***** Material shown *****

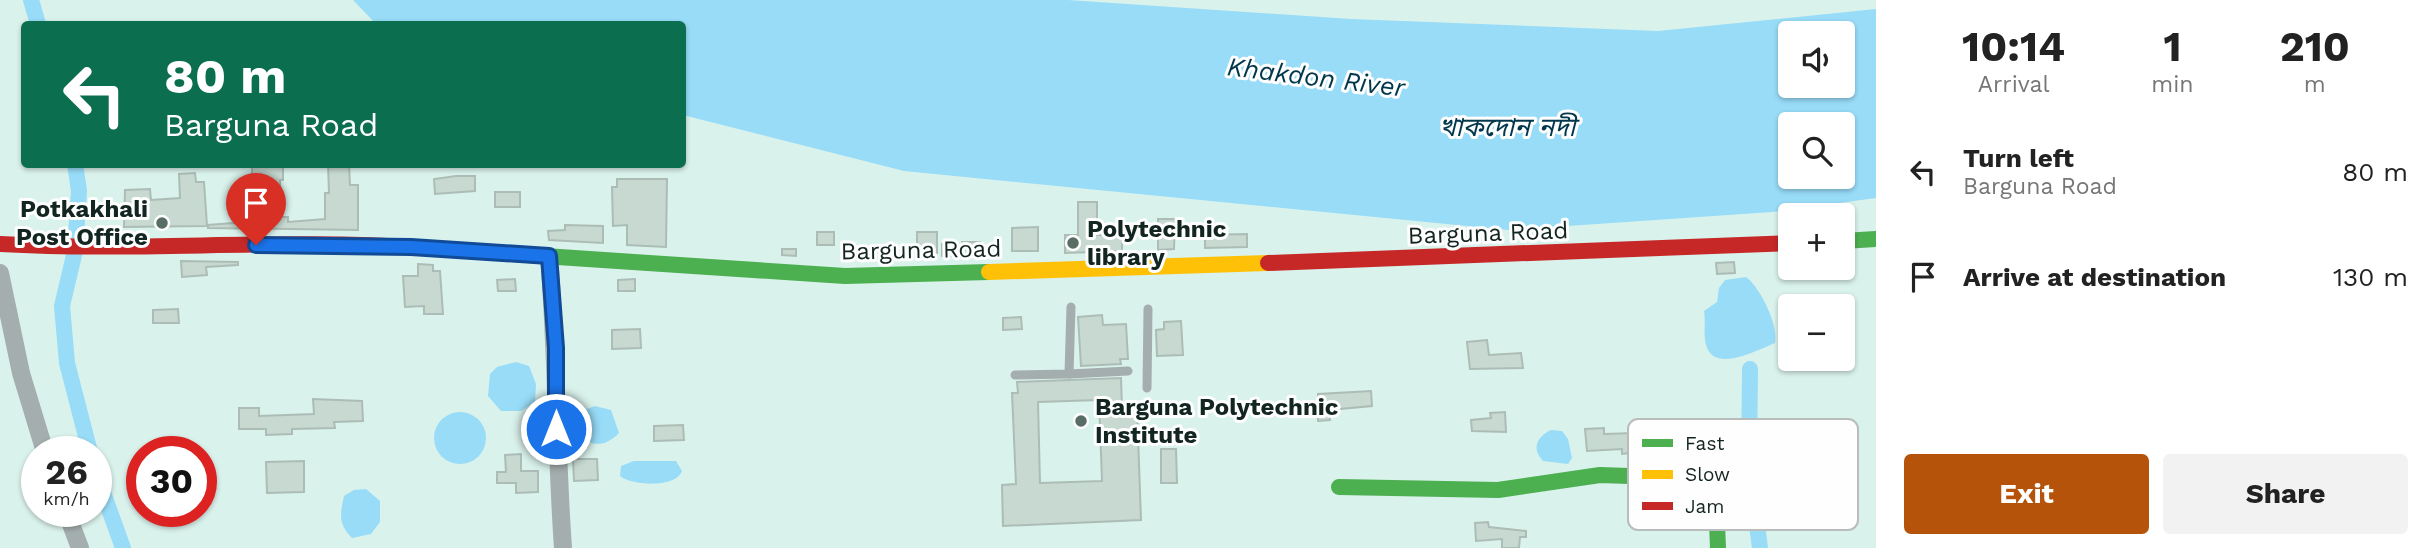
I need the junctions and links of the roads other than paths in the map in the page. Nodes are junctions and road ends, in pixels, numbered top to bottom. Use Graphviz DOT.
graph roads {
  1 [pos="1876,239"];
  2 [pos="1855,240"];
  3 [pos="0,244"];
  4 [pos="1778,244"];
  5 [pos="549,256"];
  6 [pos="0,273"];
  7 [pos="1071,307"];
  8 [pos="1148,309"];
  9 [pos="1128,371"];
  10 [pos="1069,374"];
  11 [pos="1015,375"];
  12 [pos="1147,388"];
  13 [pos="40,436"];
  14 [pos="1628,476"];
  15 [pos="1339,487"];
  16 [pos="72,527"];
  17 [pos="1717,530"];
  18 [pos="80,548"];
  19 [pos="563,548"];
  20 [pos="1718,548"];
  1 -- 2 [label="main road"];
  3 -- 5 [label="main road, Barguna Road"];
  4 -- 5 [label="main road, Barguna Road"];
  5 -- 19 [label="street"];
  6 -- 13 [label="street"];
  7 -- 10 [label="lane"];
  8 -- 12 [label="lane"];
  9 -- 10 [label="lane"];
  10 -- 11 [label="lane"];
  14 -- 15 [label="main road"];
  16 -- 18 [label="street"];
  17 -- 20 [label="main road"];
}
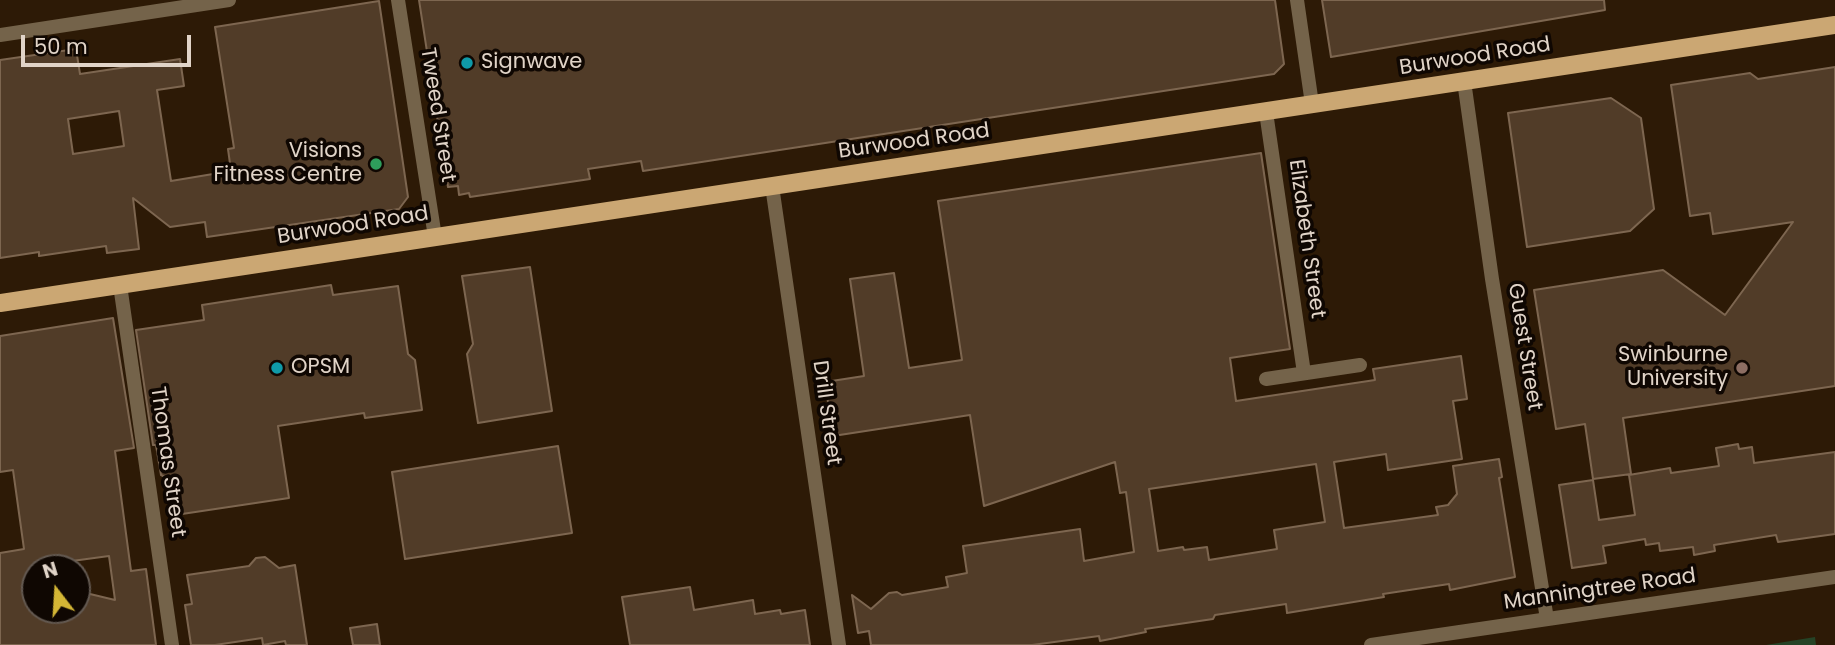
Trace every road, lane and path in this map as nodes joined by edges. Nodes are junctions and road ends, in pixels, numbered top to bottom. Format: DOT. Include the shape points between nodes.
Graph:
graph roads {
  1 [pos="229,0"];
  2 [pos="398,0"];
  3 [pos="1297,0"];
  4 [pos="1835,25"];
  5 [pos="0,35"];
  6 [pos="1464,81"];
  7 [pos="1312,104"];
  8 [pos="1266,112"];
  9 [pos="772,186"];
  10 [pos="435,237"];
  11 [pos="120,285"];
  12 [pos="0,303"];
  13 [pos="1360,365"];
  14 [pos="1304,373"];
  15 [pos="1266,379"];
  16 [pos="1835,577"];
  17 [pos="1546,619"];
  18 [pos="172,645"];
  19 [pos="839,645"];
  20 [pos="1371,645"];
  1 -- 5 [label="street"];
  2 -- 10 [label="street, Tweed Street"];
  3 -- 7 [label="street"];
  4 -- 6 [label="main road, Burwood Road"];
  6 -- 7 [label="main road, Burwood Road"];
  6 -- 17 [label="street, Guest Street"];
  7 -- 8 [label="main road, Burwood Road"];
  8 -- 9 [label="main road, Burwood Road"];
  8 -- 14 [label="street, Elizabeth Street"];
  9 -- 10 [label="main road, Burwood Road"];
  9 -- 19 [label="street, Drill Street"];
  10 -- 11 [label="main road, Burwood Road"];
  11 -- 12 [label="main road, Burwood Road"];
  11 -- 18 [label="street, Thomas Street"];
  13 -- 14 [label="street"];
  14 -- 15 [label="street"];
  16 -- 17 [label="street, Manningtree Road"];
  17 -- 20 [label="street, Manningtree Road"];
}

*****

Description of the task:
Could you restate, word for word, every line from the one containing "Trace every road, lane" through the last line of the records above, and nothing more?

Task answer:
Trace every road, lane and path in this map as nodes joined by edges. Nodes are junctions and road ends, in pixels, numbered top to bottom. Format: DOT. Include the shape points between nodes.
Graph:
graph roads {
  1 [pos="229,0"];
  2 [pos="398,0"];
  3 [pos="1297,0"];
  4 [pos="1835,25"];
  5 [pos="0,35"];
  6 [pos="1464,81"];
  7 [pos="1312,104"];
  8 [pos="1266,112"];
  9 [pos="772,186"];
  10 [pos="435,237"];
  11 [pos="120,285"];
  12 [pos="0,303"];
  13 [pos="1360,365"];
  14 [pos="1304,373"];
  15 [pos="1266,379"];
  16 [pos="1835,577"];
  17 [pos="1546,619"];
  18 [pos="172,645"];
  19 [pos="839,645"];
  20 [pos="1371,645"];
  1 -- 5 [label="street"];
  2 -- 10 [label="street, Tweed Street"];
  3 -- 7 [label="street"];
  4 -- 6 [label="main road, Burwood Road"];
  6 -- 7 [label="main road, Burwood Road"];
  6 -- 17 [label="street, Guest Street"];
  7 -- 8 [label="main road, Burwood Road"];
  8 -- 9 [label="main road, Burwood Road"];
  8 -- 14 [label="street, Elizabeth Street"];
  9 -- 10 [label="main road, Burwood Road"];
  9 -- 19 [label="street, Drill Street"];
  10 -- 11 [label="main road, Burwood Road"];
  11 -- 12 [label="main road, Burwood Road"];
  11 -- 18 [label="street, Thomas Street"];
  13 -- 14 [label="street"];
  14 -- 15 [label="street"];
  16 -- 17 [label="street, Manningtree Road"];
  17 -- 20 [label="street, Manningtree Road"];
}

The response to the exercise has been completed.